En raison du « désir vague » dont elle relève dans le langage courant, la nostalgie se voit aisément octroyer un caractère insignifiant, stérile, voire débilitant : elle serait la poursuite, parfaitement inutile, d’une chimère qui détournerait ses acteurs du présent et les empêcherait de se projeter dans l’avenir. Aux yeux de la poétesse américaine Susan Stewart, cependant, la nature de la nostalgie s’avère sensiblement plus complexe. Celle-ci ne constituerait pas simplement la recherche d’un lieu ou d’un temps que l’on sait irrémédiablement disparus. La nostalgie ne s’inscrirait pas dans l’expérience vécue, mais dans le grandissement, l’idéalisation de cette expérience, c’est-à-dire dans sa mise en récit :

The past it [nostalgia] seeks has never existed except as narrative, and hence, always absent, that past continually threatens to reproduce itself as a felt lack. Hostile to history and its invisible origins, and yet longing for an impossibly pure context of lived experience at a place of origin, nostalgia wears a distinctly utopian face, a face that turns toward a future-past, a past which has only ideological reality[16].
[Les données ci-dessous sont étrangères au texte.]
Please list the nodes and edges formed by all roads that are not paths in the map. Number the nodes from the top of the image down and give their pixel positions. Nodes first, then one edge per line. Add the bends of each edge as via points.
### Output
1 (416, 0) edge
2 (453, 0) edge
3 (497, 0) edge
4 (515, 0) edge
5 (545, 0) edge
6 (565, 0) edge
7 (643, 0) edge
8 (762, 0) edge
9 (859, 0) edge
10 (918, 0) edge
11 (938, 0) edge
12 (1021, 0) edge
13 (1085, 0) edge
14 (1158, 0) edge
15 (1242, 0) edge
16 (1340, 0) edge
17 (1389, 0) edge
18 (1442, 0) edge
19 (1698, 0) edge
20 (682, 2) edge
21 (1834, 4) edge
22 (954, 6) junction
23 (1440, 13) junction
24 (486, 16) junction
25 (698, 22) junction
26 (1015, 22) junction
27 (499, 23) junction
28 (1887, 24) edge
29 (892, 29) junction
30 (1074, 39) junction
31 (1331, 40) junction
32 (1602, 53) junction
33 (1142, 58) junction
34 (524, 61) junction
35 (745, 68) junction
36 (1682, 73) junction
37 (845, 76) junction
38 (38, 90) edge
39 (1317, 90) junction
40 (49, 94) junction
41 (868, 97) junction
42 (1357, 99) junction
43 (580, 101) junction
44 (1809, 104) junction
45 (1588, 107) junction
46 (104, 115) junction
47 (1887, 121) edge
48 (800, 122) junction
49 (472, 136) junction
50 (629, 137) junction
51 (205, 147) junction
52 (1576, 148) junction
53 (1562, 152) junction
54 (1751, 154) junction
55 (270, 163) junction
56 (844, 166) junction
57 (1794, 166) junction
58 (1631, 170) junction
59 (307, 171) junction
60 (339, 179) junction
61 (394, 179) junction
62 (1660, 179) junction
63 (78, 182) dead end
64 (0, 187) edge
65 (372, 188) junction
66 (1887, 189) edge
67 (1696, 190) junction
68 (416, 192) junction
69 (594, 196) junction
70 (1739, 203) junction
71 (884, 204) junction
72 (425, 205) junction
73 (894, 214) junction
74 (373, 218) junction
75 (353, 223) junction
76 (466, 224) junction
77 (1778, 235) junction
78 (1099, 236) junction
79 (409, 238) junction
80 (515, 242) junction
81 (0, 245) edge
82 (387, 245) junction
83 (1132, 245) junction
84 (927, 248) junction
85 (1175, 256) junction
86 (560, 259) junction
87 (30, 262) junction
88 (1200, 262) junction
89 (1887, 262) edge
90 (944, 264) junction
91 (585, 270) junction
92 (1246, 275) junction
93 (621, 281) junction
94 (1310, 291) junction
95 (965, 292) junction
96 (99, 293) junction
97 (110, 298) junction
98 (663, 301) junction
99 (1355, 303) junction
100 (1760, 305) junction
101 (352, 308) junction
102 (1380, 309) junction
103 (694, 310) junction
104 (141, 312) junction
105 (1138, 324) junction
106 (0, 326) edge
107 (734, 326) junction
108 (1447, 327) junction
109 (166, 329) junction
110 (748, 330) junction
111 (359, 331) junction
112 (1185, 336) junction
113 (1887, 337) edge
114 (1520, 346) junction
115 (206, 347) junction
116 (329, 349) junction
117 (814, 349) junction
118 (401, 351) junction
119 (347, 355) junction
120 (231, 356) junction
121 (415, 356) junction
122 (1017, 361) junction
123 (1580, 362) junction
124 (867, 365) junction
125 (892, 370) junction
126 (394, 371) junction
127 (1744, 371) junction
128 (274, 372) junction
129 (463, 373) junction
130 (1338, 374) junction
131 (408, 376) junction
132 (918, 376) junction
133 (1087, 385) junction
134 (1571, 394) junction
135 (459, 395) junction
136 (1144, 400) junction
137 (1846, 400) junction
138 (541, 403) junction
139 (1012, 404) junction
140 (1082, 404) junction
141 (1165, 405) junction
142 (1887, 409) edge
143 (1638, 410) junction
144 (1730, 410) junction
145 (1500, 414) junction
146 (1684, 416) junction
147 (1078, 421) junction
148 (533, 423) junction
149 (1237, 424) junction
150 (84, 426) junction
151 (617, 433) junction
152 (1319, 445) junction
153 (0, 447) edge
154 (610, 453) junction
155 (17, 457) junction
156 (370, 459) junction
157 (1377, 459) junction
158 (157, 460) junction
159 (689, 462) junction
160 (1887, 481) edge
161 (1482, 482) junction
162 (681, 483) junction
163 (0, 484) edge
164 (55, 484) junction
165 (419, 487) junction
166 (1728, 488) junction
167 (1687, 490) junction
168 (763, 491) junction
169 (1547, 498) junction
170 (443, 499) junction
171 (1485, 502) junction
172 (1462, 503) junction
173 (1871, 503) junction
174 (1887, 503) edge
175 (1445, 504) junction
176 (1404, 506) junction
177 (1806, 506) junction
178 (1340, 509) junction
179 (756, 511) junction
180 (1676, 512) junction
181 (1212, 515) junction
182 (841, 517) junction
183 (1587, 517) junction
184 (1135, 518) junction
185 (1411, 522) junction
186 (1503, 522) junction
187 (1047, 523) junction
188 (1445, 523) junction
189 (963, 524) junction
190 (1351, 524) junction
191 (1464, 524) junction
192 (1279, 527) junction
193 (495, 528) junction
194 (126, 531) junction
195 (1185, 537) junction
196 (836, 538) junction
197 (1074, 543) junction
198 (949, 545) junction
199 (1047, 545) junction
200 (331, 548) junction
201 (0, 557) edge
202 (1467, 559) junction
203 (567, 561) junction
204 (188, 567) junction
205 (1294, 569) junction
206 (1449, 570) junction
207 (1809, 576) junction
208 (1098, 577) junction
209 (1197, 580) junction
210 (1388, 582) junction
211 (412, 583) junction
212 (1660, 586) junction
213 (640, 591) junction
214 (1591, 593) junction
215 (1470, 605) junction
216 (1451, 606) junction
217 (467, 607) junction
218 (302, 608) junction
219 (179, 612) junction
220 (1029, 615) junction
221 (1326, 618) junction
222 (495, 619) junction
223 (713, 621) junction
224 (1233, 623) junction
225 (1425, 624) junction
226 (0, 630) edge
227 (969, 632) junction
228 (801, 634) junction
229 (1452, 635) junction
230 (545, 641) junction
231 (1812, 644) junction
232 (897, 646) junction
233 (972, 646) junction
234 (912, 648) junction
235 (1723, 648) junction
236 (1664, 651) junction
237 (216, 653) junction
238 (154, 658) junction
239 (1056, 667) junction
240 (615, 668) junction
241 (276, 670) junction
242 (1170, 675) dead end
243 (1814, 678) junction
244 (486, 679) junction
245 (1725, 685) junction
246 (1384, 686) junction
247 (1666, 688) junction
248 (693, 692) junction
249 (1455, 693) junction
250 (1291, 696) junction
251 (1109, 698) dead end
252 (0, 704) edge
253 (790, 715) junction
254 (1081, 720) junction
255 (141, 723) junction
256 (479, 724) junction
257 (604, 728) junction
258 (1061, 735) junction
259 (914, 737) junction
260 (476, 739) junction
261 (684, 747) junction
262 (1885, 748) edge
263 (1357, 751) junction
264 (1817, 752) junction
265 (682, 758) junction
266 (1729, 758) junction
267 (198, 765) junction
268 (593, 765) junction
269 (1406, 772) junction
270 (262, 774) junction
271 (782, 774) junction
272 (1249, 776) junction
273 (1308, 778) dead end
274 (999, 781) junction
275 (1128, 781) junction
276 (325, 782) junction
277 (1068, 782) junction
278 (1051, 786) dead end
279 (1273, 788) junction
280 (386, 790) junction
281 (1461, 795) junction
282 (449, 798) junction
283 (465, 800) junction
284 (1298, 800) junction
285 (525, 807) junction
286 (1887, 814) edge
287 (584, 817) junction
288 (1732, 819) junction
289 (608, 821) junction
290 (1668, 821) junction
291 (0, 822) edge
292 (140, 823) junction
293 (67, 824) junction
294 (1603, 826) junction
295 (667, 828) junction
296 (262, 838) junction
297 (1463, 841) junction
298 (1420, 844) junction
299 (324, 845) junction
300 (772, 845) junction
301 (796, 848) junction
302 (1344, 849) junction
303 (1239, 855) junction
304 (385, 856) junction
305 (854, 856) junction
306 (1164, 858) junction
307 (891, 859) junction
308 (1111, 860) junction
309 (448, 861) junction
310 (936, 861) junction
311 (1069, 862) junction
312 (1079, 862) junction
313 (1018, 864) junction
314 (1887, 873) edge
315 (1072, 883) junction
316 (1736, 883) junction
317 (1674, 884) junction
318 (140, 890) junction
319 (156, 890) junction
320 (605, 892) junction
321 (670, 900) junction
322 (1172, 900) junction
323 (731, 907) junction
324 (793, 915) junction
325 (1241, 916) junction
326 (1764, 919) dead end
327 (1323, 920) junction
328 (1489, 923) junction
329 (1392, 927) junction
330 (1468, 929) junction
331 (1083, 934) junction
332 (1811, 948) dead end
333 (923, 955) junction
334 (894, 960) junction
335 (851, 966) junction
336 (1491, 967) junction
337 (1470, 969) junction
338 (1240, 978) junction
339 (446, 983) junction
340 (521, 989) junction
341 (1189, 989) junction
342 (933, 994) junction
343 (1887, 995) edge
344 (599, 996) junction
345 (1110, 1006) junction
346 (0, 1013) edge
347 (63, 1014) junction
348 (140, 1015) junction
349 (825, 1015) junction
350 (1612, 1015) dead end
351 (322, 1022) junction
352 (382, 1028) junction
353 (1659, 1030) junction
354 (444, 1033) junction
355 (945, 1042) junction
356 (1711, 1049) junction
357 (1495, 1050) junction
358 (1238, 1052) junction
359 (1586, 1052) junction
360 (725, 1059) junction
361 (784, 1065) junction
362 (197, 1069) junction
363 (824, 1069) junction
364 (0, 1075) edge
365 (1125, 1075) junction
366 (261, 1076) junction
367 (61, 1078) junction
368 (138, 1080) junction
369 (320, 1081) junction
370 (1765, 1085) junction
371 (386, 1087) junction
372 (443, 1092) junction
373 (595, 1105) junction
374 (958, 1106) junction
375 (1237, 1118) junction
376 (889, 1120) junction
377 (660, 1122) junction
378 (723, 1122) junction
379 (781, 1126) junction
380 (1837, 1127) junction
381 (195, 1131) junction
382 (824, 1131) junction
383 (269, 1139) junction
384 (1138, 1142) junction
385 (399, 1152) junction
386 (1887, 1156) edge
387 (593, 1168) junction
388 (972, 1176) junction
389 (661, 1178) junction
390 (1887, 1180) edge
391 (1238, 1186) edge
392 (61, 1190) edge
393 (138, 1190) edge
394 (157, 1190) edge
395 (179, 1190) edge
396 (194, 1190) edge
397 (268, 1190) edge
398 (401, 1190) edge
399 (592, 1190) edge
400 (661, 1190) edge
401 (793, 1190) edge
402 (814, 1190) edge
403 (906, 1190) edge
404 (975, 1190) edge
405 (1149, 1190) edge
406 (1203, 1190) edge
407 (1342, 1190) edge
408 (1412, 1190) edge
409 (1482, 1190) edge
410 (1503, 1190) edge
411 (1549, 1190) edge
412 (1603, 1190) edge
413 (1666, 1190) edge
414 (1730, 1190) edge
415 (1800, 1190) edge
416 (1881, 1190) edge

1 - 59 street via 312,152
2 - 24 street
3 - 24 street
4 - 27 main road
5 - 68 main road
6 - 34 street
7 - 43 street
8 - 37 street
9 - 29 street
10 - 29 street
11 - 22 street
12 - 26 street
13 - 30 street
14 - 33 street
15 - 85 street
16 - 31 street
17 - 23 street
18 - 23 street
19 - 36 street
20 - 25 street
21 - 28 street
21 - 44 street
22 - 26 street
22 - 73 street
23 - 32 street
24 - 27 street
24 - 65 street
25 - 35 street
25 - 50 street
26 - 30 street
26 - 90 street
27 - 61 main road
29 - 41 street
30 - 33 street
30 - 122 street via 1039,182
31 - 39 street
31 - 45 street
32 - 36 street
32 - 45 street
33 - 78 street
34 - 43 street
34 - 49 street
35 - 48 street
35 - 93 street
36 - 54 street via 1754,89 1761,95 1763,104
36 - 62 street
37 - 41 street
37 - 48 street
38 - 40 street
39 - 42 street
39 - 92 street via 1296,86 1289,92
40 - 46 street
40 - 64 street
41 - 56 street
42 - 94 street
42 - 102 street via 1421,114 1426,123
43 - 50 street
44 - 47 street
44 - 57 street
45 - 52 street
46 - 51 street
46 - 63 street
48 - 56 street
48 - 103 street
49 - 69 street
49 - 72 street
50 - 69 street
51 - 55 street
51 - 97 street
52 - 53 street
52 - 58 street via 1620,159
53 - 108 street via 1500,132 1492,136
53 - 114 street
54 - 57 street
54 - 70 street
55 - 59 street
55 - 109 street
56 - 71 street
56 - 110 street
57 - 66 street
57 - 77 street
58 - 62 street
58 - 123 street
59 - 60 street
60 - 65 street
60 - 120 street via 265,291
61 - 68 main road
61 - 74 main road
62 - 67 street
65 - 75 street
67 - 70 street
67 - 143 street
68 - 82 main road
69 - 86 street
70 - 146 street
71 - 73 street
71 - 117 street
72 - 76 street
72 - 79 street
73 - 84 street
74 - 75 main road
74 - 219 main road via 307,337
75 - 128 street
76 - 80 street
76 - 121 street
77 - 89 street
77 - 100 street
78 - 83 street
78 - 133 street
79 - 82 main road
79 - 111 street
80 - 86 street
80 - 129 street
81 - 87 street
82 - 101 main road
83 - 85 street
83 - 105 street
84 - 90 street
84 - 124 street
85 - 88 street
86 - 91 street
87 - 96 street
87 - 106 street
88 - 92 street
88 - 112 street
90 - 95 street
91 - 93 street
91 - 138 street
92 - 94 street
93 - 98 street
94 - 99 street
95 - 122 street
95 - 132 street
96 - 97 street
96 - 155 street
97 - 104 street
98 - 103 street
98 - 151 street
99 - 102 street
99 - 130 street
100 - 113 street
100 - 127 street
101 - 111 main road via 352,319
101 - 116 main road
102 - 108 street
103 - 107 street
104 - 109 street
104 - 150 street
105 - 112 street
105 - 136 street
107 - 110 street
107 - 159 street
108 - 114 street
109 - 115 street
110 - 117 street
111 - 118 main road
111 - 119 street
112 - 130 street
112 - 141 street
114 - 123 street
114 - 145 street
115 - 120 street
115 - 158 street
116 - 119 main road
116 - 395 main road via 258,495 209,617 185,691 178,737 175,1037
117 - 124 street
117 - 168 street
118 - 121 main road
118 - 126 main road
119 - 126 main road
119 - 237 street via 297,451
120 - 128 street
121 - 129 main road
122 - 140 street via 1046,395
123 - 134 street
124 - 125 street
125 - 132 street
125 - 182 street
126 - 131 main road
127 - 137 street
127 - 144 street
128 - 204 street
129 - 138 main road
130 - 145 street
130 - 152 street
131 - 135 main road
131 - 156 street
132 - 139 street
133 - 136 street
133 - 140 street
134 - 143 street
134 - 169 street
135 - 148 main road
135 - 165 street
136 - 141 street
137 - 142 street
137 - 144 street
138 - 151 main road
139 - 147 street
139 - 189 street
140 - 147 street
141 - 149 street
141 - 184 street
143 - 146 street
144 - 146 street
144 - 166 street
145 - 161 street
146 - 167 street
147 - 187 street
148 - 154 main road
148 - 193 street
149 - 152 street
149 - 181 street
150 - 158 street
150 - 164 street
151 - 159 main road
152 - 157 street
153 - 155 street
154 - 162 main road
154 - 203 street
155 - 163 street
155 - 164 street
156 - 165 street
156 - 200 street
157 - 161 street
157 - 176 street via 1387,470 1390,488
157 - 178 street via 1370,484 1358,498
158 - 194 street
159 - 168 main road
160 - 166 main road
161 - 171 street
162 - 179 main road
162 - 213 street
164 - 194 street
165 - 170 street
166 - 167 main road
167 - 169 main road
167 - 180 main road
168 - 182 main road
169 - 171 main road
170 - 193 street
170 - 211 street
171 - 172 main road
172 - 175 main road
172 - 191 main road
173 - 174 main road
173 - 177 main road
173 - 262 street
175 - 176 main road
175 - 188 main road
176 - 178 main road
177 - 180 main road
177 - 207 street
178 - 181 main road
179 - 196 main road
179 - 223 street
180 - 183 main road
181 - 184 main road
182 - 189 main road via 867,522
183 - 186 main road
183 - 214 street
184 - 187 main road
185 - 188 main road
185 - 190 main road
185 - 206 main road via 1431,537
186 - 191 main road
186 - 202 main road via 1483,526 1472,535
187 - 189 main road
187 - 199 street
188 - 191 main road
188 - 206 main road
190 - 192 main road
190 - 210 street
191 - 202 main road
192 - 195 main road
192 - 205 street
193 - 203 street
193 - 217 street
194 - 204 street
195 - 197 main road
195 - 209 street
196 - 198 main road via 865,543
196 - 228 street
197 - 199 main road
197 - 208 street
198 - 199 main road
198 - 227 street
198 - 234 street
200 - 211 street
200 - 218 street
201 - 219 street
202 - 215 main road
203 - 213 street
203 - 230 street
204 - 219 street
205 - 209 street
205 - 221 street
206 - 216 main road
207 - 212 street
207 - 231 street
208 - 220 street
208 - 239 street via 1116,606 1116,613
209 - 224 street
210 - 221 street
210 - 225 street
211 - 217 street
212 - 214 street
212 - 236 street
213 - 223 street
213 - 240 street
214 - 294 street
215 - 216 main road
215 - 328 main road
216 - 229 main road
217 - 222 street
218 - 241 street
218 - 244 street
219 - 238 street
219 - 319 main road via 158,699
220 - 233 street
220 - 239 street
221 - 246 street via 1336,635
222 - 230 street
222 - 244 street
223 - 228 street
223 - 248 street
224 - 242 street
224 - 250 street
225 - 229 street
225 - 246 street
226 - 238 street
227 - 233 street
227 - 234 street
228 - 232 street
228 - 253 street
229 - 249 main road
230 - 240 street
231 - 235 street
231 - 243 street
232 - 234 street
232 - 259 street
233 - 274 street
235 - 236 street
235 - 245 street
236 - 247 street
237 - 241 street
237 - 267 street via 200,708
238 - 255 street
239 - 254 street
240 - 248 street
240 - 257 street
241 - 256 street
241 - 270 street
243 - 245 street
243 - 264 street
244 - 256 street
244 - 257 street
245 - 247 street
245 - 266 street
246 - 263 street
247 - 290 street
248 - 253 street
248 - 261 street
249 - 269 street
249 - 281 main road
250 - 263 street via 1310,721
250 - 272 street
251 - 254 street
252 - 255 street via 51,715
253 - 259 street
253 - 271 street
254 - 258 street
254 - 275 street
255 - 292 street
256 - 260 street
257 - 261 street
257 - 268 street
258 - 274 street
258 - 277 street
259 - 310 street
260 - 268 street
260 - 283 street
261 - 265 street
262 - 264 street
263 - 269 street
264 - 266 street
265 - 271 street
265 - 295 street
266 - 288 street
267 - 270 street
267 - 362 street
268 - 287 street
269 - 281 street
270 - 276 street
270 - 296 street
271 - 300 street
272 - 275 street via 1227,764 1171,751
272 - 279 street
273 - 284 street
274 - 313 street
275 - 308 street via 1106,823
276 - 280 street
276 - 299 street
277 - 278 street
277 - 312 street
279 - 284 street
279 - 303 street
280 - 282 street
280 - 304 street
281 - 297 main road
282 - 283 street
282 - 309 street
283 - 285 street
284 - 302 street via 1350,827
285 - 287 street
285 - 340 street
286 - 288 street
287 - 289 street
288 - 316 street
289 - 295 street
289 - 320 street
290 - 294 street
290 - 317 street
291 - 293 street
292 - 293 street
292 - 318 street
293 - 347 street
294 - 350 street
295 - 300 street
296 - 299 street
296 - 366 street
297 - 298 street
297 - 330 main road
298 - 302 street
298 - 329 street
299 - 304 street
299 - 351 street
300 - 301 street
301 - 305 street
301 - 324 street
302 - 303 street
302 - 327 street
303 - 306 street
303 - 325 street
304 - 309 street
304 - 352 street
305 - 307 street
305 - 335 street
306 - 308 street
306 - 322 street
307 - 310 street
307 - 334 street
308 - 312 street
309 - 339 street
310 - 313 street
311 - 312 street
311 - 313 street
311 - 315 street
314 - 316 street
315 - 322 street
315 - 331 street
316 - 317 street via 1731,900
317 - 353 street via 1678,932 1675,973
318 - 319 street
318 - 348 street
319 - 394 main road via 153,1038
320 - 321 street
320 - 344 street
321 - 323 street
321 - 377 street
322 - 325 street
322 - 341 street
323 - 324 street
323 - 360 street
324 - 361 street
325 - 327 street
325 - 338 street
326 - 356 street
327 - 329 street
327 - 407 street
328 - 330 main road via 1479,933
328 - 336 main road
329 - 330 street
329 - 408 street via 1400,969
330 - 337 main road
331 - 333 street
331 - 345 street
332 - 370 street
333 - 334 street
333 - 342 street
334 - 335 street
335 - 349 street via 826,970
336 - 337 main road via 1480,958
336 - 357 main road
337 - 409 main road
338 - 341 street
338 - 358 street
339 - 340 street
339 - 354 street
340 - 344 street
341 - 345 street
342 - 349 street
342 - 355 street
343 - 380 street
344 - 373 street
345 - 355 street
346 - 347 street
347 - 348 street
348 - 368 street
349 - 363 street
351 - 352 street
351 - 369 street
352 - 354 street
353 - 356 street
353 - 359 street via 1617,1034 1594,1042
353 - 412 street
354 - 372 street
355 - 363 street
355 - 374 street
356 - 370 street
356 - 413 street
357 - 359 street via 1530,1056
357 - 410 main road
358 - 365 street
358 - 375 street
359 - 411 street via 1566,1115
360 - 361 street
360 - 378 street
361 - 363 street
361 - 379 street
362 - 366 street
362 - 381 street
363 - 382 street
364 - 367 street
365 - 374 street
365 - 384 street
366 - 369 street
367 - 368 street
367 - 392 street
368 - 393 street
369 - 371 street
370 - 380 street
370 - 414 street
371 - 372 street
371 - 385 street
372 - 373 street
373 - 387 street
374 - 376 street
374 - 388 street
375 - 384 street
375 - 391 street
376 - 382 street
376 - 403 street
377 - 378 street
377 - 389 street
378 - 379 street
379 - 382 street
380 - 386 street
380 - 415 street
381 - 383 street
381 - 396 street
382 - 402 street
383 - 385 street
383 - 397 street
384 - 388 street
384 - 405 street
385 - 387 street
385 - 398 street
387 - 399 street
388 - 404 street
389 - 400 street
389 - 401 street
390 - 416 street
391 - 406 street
De nature essentiellement idéologique, puisque fondée sur la narration, la nostalgie constituerait avant tout l’aspiration à un passé idéalisé qui, par son inexistence même, s’inscrirait en creux dans le présent — un présent que la nostalgie viendrait juger de manière aussi implacable qu’arbitraire. Ce dont rêve finalement le nostalgique, selon Susan Stewart, c’est d’une présence absolue au monde, d’une expérience parfaitement authentique, c’est-à-dire vécue de manière directe, sans aucun intermédiaire : une expérience qui ne peut précisément prendre forme sans la médiation de la parole, et dans laquelle le nostalgique devine se cacher le secret de l’origine.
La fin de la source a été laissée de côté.